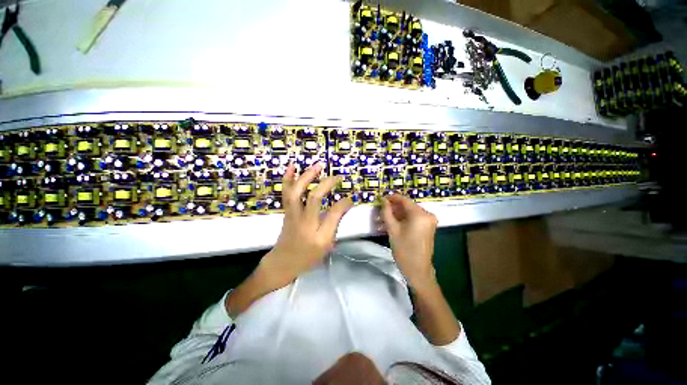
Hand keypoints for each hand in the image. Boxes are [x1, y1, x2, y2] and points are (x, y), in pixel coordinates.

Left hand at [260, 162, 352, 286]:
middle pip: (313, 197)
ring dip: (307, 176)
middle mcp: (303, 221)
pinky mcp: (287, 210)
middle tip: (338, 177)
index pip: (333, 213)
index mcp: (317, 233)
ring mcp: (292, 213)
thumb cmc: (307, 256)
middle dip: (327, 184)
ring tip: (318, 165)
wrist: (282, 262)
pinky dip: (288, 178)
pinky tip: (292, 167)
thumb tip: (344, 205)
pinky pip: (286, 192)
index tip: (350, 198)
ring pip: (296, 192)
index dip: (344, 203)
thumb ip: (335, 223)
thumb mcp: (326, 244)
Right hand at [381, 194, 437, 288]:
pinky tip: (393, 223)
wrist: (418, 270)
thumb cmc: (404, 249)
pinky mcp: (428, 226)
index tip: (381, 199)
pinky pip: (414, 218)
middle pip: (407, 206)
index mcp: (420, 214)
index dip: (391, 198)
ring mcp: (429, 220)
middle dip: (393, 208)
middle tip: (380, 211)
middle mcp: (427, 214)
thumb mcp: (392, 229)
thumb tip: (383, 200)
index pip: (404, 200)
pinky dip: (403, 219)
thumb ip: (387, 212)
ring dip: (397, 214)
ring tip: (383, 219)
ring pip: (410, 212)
_ _ _ _ _
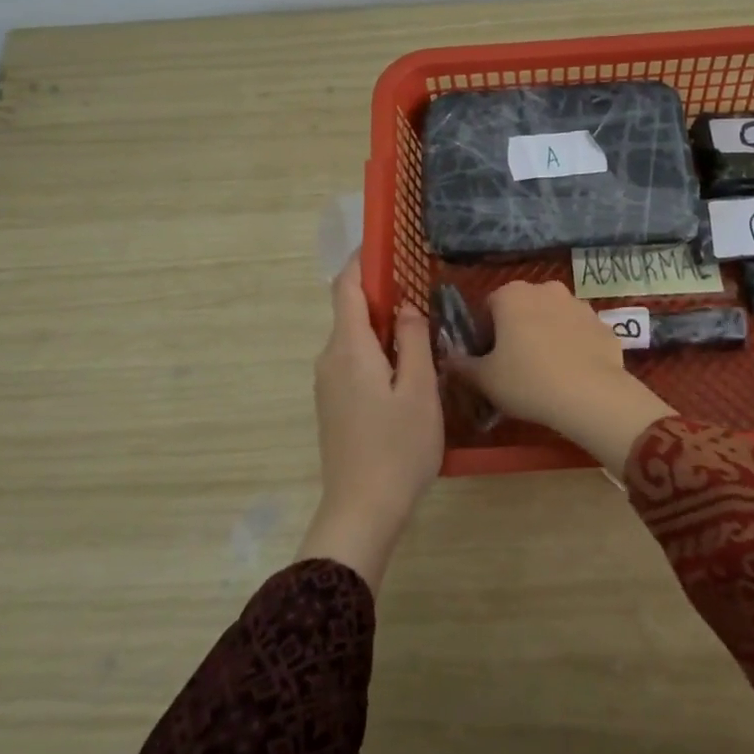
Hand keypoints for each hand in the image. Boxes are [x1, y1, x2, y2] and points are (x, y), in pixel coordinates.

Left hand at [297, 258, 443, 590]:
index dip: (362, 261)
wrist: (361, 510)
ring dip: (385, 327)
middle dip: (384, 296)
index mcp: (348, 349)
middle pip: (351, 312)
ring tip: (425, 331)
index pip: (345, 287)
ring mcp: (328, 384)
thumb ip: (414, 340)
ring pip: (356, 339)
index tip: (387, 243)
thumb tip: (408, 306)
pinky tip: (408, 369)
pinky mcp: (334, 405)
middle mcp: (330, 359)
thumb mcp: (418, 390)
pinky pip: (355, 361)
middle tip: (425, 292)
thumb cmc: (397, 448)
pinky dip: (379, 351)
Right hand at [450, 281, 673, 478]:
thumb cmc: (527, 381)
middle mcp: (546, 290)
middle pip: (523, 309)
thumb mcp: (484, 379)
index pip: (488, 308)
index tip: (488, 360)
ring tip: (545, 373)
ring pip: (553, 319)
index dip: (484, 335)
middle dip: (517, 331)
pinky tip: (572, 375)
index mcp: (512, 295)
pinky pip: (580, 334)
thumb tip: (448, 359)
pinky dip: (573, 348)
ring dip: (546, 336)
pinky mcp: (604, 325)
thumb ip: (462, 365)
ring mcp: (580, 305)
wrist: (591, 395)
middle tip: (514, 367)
_ _ _ _ _
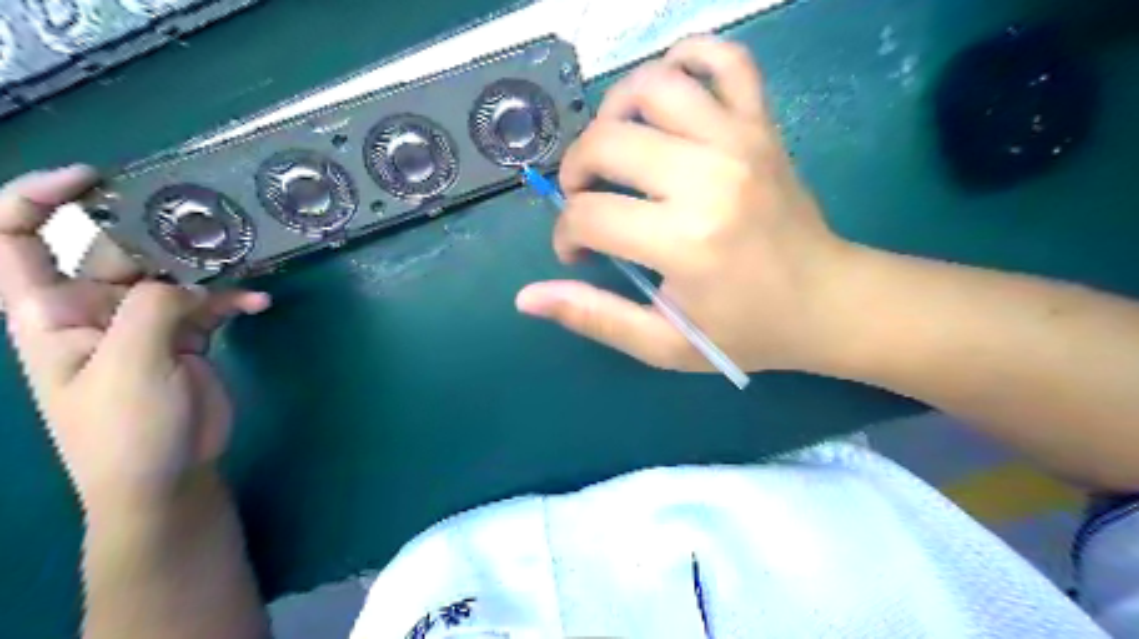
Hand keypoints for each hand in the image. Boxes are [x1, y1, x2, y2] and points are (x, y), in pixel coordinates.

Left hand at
_ _ _ _ _
▶ **Your task**: If a line in the records above contains the word "Left", copy it.

▶ **Task response**:
Left hand at [260, 162, 352, 286]:
Left hand at [297, 258, 443, 590]:
Left hand at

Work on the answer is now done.